On her first operation, she took part in Operation Principal, which used human torpedoes to sink Italian ships in Palermo harbour.

Trooper sailed from Beirut on 26 September 1943, on her 8th War Patrol to cover in the Aegean Sea off the Dodecanese islands. On 14 October she challenged Levant Schooner Flotilla F8 off Alinda Bay in Leros. She failed to return on 17 October and was reported overdue on that day. She was presumed lost on German mines around Leros, but her wreck was later discovered in the Icarian Sea.
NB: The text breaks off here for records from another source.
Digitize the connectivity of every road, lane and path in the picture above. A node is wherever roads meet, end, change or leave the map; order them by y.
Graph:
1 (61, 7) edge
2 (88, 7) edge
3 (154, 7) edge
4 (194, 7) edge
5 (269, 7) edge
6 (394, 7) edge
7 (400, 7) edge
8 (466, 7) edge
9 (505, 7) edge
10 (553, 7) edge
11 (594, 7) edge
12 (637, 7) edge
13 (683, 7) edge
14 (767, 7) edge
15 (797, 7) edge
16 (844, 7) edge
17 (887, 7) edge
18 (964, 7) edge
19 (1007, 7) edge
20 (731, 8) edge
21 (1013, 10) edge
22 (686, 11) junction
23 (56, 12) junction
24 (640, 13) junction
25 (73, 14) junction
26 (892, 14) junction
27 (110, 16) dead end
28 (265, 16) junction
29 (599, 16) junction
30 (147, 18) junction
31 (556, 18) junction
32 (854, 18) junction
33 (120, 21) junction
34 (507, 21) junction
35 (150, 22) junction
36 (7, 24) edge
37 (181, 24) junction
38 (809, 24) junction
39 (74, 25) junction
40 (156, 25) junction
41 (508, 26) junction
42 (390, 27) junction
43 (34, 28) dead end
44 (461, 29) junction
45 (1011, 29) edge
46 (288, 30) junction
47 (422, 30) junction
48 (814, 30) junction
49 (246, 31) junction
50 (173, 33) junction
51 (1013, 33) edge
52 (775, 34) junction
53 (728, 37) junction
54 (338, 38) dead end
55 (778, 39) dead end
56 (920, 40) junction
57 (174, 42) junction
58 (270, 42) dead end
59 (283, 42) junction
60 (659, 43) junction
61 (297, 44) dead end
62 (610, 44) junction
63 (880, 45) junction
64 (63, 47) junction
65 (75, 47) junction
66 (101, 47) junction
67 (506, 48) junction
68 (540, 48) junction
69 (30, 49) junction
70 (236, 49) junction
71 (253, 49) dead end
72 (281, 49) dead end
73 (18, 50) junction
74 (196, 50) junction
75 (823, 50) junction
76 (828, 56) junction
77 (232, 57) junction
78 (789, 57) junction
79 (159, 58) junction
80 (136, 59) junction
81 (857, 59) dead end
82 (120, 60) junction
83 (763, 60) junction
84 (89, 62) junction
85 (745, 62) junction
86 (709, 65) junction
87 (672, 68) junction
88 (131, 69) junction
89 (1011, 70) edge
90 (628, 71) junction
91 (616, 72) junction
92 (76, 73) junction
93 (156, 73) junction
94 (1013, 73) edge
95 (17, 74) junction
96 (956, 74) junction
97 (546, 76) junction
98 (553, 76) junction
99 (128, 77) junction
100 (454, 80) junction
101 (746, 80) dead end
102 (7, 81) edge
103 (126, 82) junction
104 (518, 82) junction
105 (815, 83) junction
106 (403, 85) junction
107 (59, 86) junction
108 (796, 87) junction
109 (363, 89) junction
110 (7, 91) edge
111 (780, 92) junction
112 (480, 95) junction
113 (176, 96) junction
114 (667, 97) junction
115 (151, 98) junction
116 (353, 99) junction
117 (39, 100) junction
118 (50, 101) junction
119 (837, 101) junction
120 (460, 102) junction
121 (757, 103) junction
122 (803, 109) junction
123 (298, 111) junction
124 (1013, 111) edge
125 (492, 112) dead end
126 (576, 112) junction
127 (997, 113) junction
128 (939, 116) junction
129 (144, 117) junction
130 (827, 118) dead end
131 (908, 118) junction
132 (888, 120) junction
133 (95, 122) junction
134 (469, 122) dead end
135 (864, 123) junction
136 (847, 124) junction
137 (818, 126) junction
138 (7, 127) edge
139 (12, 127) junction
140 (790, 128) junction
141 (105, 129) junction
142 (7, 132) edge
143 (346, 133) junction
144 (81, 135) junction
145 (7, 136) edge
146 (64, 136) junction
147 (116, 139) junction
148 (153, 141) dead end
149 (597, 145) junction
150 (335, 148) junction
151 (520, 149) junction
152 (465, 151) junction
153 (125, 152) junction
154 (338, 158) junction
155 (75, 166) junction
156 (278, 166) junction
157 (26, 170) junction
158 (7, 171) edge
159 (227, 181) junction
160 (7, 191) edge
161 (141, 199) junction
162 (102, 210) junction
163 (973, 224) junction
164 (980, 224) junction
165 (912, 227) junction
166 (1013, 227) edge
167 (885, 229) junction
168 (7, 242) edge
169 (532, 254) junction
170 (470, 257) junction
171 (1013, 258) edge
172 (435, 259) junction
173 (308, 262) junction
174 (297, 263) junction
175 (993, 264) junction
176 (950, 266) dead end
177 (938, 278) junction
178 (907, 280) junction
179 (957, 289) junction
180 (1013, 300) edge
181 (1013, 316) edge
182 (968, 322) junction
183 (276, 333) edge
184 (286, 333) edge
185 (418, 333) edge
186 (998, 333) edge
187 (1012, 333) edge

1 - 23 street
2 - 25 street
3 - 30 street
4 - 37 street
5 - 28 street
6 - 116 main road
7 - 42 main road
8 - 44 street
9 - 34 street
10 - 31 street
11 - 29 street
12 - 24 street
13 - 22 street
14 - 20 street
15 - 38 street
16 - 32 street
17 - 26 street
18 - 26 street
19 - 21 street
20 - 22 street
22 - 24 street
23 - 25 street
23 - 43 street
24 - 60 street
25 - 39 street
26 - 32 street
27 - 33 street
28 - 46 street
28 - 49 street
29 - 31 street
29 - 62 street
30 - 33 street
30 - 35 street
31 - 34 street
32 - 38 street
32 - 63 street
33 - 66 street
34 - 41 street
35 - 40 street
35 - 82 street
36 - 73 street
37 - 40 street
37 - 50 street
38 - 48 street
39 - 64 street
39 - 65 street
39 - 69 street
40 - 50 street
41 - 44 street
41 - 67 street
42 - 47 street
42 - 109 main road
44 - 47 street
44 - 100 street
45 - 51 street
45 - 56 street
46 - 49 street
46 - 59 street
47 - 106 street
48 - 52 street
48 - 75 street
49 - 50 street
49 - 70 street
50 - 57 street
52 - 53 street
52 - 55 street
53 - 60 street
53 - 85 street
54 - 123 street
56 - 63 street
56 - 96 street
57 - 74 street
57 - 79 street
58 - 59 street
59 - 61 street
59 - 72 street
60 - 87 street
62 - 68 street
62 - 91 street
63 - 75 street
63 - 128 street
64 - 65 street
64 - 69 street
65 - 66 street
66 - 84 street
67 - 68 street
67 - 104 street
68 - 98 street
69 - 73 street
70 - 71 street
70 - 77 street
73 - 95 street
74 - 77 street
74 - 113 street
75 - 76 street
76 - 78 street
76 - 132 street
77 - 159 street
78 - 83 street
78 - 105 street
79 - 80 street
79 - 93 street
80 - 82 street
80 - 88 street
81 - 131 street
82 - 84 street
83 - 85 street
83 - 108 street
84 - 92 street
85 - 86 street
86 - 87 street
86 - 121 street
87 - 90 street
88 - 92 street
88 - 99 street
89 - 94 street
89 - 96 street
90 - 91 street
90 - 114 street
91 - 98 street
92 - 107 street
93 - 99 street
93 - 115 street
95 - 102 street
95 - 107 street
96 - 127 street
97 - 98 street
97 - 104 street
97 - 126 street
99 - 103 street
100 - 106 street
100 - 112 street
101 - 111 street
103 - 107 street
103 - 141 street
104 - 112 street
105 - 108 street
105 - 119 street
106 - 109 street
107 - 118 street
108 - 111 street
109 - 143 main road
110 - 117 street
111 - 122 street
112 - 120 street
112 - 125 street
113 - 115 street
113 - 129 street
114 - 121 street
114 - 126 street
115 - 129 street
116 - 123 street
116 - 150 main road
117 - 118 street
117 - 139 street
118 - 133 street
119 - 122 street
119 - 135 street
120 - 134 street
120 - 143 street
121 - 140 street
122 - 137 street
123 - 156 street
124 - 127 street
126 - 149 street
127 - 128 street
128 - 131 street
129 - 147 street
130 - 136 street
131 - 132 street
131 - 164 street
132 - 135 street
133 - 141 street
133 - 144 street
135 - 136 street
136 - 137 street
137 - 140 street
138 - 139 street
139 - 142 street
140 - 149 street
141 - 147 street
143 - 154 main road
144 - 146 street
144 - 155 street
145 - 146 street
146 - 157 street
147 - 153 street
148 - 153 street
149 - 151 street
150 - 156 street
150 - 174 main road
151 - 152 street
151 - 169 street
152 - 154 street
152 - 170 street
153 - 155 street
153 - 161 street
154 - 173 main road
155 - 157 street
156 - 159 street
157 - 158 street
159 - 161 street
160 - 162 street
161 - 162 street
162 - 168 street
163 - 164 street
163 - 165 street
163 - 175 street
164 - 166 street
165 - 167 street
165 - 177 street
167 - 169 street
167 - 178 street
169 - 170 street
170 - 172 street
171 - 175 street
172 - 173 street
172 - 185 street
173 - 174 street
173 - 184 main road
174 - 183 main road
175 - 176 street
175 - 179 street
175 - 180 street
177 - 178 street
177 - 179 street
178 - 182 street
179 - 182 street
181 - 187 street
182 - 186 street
The Germans claimed Trooper was sunk by Q-ship GA.45 on 15 October 1943. The submarine GA-45 attacked was actually which escaped undamaged.

== Discovery ==
HMS Trooper was discovered at a depth of 253 m in the Icarian Sea, north of the island of Donousa in Greece. The submarine, found in three distinct sections (bow, mid-section, and stern), had likely been sunk by a German EMF mine containing 350 kg of Hexanite. This discovery, led by Greek researcher Kostas Thoctaridis, resolved an 81-year-old mystery, bringing closure to the families of the 64 crew members lost during the submarine's final mission.

==Bibliography==
- Grant, David Renwick (2006). "A Submarine at War: The Brief Life of HMS Trooper"
- Hutchinson, Robert (2001). "Jane's Submarines: War Beneath the Waves from 1776 to the Present Day"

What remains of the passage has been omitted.